前後に激しく揺すられる僕の頭をギリギリかすめ、大きく足を上げたかと思うと下ろす反動で勢いよく起き上がる漆黒の髪。
「キミが噂の可愛い後輩ちゃんかー!」
と蒔絵先輩が僕の制服にしがみついた椿に言った。
女性にしては長身、背中の中程まである真っ直ぐな黒髪は漆塗り艶を思わせる漆黒。対照的に陶器のような白い肌に、切れ長の目が印象深い、所謂「誰もが振り返る美女」というやつだ。
大学の夏休みを利用して、母校工芸部を訪ねてくれたこの美人の先輩と僕がなんの関係もない、と言ったことは訂正しておこう。
蒔絵先輩はこの学校に工芸部を作ったその人であり、前部長であり、僕のもう一人の師匠でもある。
蒔絵先輩が3年生の時僕は1年生。職人としてのあり方を祖父に教わり、実際の漆の基礎は彼女に教わった。先輩風に言えば手取り足取り、だ。
「ぜんぶひょーひゃんれひたかー」
蒔絵先輩に頬を軽くつままれ、ぐりぐりされながら椿が「前部長さんでしたか」と言った、多分。
「ちょっと羊一、なつめのほっぺヤバい! スベスベのプニプニ〜めんこい〜!」
「ありひゃとうごひゃいまふ〜♪」
初対面にして下の名前を呼び捨て、そして男女問わず遠慮のない過剰なボディタッチ。
一見日本人形を思わせる容姿、その中身はまさに天才と何とかは紙一重、を地でいくタイプだ。
僕がこの高校に入った年の新歓の部活紹介にて、蒔絵先輩は挨拶もそこそこに、時間いっぱい漆を練った。

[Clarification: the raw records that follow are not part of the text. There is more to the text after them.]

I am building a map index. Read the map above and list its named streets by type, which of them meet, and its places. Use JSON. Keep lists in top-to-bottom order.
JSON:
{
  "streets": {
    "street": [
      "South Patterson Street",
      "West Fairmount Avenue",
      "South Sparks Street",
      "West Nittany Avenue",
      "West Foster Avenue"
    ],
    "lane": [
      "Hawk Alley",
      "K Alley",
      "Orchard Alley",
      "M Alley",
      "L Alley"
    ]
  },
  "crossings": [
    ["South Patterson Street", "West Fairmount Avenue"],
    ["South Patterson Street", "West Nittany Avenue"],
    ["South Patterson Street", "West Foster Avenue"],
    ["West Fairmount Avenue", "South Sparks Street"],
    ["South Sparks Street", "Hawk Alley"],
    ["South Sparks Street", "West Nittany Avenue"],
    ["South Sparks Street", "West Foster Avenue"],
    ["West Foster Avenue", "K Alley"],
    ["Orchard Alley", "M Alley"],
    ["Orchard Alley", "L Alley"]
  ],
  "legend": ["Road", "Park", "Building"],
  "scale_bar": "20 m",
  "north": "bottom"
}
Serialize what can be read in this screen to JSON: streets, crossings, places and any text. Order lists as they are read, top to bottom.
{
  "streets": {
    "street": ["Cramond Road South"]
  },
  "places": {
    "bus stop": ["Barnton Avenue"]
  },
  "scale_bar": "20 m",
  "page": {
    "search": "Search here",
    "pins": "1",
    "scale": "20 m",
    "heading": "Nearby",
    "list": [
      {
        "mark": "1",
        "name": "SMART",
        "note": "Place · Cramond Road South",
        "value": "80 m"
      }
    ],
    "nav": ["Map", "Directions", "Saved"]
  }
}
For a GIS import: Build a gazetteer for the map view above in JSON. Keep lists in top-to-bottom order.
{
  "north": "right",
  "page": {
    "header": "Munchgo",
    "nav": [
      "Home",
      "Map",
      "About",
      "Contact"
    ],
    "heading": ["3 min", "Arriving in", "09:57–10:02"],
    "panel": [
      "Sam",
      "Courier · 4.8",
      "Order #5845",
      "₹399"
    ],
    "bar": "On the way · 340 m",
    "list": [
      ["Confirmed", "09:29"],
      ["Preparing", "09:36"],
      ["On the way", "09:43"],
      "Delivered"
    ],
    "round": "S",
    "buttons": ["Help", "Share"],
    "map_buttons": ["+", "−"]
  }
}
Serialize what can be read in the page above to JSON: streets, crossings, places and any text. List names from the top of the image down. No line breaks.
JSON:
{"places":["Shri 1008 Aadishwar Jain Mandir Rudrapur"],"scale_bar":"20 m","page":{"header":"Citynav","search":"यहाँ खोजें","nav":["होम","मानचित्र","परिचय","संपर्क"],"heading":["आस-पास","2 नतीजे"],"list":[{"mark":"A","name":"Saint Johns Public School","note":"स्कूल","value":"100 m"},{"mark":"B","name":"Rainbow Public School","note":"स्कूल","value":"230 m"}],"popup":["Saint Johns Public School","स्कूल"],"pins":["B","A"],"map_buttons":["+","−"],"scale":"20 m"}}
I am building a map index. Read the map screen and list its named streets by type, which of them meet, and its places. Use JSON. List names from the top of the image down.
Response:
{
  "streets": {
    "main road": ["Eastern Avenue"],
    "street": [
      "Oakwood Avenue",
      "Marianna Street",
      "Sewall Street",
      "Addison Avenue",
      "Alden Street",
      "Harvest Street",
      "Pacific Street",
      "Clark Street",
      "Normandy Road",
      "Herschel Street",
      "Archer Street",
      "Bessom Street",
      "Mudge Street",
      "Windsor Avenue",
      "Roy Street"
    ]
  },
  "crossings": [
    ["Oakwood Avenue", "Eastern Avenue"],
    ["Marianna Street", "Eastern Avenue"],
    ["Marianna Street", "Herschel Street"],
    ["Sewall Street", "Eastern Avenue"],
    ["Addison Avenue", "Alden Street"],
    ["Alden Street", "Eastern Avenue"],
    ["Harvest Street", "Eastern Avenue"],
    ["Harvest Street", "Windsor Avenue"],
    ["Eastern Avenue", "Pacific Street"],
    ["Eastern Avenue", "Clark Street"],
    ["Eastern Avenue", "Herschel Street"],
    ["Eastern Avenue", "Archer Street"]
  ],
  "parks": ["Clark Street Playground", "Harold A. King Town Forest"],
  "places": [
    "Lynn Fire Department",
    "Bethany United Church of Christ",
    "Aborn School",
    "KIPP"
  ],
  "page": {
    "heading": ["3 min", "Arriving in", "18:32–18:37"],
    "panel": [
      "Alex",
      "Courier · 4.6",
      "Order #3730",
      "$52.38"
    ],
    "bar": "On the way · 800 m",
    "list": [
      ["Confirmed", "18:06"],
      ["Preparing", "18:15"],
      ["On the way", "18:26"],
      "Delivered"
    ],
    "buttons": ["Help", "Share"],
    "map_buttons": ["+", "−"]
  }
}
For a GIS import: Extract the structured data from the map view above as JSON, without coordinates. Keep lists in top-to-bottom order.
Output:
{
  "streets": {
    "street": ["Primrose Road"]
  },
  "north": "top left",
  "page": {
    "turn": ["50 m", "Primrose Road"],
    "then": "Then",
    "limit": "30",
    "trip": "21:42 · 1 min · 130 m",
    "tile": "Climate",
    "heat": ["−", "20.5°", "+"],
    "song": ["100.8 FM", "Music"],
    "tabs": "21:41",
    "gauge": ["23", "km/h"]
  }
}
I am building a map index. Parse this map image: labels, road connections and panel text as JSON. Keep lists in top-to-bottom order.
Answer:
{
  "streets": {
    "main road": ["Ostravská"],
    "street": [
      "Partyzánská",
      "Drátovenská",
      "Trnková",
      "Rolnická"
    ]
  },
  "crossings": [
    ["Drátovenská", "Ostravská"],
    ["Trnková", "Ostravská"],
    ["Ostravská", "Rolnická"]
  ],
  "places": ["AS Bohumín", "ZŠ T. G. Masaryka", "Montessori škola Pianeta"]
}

僕もこれに倣って部活紹介を行ったわけだが、彼女は斜め上を行く。
まだ練り上がらない、と時間を延長したのだ。
再三中止を促され、最後は引きずられ喚きながら強制退去された蒔絵先輩であった。
しかし、漆に関しては秀でた才能を惜しみなく発揮し、県内の工芸展では高校1年生にして入選、その後2回の入賞を果たした。
そして現在も大学にてその腕前を研鑽している。
「というわけで茶行こ、茶。ダベろ?」
「なにがというわけで、ですか。仕事あるので行きませんよ」
「ちょー、いつからそんな冷たくなっちゃったのよ。昔はちょっと手が触れただけでも真っ赤になって可愛かったのにー」
「ほうほう♪ 興味ありです♪」
「よし、なつめ行こ。秘蔵コレクション見せてあげる。初々しい羊一の写真」
それは阻止せねば、と腕を組んで部室を出て行ったふたりを追いかけ、校舎裏の来客用駐車場まで来た。
ふたりは軽トラックに乗り込むところだ。
美女と軽トラック、一見ミスマッチに感じるがこの先輩の場合何故か納得してしまう。
見ていたらピンと来るものがあった。
「あれ先輩、ひょっとして尾形と木材運んでくれました?」
「そうそう、シブいでしょあたしの車。あ、光も呼んどいてね、いつもんトコで〜」
と蒔絵先輩は軽トラックのエンジンを掛け、2度3度アクセルを吹かした。マフラーを変えているのか大きめの重低音で白煙を吹いた。
わたしも歩いて行きます、と言う椿に無理やりシートベルトを装着する。
「ダメダメ、なつめは人質なんだから。羊一が逃げないように」
それじゃまた後でねー逃げんなよ、との言葉と白煙を残し、ふたりを乗せた軽トラックはタイヤを鳴らすと駐車場を結構なスピードで出て行った。